第二日,犯人们在劳动的时候,三五成群的低声议论着,有人说昨晚上看到有一个身穿红衣,戴着脚链的女子,手里牵着一个小女孩在走廊里乱晃。
有人纠正道,说没有牵小女孩,她的手里拿的是一个布娃娃,而且那布娃娃还诡异的笑着,眼睛还会一眨一眨的。
犯人们众云纷说,都说自己见到的才是真的,但她们说叙说之中有一个共同点,那就是看到了穿着红衣,脚戴铁链的女子。
有个很会来事的犯人,跑到狱警那里打听消息,问是否来了新人,而且穿的红色衣服。
狱警说根本就没什么新人进来,现在这个时代,哪有那么多重刑犯。
这件事情不了了之,但每晚还是有人偶尔看到那个红衣女子在监狱的走廊中没有目的的晃着。
七日后,那名重伤的囚犯已经回到了监舍之中。
“小何,这段时间你先住在一零七号监舍吧。”
由于伤势并未痊愈,小何被单独分到了一间监舍之中,这世上真的是无巧不成书,她正好就住在了小王之前住的那监舍。
在回来的路上,她听到了押送狱警谈论的那个红衣女子的事情,从刑场枪决到半夜铁链声,心中有些莫名的恐惧。
因为她听到了一个关键的词——布娃娃。小王的枪决跟自己有很大的原因,如果不是自己将她的布娃娃给分尸,她也就不会将自己打成重伤,也不会被枪决。

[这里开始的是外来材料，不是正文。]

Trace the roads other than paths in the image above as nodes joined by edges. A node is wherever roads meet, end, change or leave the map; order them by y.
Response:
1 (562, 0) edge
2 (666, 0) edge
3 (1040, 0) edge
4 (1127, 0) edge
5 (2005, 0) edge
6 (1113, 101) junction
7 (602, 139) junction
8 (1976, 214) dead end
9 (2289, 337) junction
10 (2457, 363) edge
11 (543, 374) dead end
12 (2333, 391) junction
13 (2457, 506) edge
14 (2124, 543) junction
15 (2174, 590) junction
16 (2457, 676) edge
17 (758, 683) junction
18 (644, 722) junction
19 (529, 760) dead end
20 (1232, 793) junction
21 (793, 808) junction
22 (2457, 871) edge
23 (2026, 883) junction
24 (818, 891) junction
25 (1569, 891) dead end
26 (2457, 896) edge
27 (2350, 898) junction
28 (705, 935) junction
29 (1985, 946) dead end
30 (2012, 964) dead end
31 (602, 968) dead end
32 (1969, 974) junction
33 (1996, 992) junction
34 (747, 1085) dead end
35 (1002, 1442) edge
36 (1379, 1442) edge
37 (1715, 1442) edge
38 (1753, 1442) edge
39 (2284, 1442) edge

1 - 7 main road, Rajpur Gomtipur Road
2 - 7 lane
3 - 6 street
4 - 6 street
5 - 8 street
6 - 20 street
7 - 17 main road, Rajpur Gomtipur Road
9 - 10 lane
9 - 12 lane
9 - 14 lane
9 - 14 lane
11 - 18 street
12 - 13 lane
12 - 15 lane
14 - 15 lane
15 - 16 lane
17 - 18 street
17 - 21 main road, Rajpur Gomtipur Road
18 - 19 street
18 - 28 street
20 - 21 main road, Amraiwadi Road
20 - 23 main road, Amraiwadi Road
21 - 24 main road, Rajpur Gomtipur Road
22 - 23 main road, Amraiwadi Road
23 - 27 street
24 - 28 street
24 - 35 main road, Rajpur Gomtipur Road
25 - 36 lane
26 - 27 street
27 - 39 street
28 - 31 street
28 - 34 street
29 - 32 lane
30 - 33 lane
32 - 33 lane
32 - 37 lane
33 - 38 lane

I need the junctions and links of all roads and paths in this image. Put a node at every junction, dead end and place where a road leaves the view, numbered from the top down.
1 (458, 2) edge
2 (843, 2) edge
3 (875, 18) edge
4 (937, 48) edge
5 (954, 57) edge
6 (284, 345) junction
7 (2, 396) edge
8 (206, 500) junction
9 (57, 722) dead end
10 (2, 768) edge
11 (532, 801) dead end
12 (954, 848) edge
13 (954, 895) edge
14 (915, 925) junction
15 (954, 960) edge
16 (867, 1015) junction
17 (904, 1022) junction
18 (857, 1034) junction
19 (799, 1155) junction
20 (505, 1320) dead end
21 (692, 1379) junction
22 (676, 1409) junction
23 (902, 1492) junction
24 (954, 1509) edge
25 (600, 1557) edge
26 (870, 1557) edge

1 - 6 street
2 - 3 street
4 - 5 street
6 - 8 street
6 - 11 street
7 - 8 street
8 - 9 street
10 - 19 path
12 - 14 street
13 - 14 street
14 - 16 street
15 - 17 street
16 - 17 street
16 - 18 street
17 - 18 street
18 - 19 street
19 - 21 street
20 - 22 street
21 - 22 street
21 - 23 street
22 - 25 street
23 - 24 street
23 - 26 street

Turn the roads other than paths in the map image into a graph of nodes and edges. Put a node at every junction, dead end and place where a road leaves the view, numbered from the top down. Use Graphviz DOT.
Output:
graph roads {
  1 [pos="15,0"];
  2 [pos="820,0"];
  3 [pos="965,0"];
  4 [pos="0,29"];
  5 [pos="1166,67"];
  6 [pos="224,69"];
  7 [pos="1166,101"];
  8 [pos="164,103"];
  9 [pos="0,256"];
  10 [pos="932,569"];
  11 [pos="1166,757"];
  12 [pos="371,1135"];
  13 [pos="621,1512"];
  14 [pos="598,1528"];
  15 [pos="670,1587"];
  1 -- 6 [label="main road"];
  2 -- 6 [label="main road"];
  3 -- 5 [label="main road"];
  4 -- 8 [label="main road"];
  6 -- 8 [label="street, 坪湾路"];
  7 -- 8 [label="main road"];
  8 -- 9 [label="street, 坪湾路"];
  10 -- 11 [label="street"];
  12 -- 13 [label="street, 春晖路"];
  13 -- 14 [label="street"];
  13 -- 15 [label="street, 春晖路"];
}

小何隐约的有些后悔,后悔自己的冲动。可事已至此,她能做的只有祈祷小王在天之灵能够原谅她。
夜里,铁链划过地面的声音再次传来,只是今晚的声音比以往更大,频率更加急促一些。
听到这个声音,小何拉了拉被子,连头一起蒙了起来,躲在被子里不停的抖动着。
今天是小王的头七,她害怕小王回来找她,害怕找她报仇。
哗啦……哗啦……
铁链的声音到一零七号监舍门口便停住了,半天没有一丁点的动静,监舍之中再次恢复了夜里该有的寂静。
小何害怕极了,轻轻的掀开被角向外望去。
啊……
一声尖叫声再次打破了监舍中的寂静,她看到了那个静静躺在自己被子之上的布娃娃,而那个布娃娃在咧着嘴巴笑着,眼睛一眨一眨的。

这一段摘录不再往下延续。